Viewing Paired End Data

 

Paired end sequence data are forward and reverse sequence reads originating at opposite ends of the same fragment. Even though such a pair of reads may not overlap by sequence similarity, they belong in the same contig. If the reads are assembled into different contigs, the knowledge they are linked may help in joining two contigs together though it may instead indicate that the reads are misassembled or misnamed. Paired end data can also be used for within-contig assembly evaluation. If the two reads for a given pair are not in opposite orientations, for instance, an assembly problem may be indicated.

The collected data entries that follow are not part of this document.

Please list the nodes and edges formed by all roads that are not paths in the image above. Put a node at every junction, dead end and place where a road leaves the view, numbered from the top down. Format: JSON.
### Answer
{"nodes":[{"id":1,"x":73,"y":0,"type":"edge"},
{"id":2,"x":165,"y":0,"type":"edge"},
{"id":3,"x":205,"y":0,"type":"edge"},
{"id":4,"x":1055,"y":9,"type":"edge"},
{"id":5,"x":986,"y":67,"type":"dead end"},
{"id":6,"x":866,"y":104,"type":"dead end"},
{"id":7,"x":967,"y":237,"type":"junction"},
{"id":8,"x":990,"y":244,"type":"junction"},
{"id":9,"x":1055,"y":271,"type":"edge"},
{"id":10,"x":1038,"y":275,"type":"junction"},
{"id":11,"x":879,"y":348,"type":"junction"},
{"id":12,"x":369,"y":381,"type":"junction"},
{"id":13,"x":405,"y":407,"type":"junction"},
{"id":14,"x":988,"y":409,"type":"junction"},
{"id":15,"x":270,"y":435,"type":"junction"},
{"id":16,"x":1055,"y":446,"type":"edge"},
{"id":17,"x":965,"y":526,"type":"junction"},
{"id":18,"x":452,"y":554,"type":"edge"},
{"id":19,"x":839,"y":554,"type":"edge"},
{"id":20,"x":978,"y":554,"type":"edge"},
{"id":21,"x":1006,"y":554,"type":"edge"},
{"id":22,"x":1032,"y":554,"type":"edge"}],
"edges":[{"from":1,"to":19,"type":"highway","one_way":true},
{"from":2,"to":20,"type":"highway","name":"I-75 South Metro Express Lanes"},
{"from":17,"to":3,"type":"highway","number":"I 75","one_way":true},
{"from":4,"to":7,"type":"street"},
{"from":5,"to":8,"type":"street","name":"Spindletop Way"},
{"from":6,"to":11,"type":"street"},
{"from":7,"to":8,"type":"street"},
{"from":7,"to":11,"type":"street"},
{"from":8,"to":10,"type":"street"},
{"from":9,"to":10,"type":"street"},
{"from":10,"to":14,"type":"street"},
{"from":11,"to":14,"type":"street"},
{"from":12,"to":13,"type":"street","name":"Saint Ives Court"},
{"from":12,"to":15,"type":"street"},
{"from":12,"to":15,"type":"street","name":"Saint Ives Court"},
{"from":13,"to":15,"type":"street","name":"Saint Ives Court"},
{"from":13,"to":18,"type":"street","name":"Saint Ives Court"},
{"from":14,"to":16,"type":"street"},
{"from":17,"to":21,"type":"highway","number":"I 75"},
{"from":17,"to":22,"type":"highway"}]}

Finally, if the distance between the two reads is known (+/-), this information can also be used to confirm whether or not the assembly is correct. When using paired end sequence data to evaluate assemblies, be sure to allow for the possibility that there may be errors in some of the sequence names.

 

Before you can use paired end data, SeqMan Pro needs to recognize your sequence naming convention, as well as your specifications for a minimum and maximum distance between the opposite ends of your inserts. Use the Pair Specifier parameters to define these values.

 

Ideally, paired end sequencing projects should use a simple, consistent, perfectly-implemented naming convention for forward and reverse reads. However, this goal may not be achieved in every project. The pair specifier in SeqMan Pro has enormous flexibility for creating expressions that will still distinguish paired end data when naming conventions are complex or imperfect.

 

Note: Since paired end information is used only after assembly, bad information about paired reads cannot poison the assembly. This is critical for data obtained by gel sequencing, as lane tracking errors sometimes lead to misnaming of a proportion of reads in a larger project. Therefore, paired read information that the software displays as inconsistent needs careful interpretation.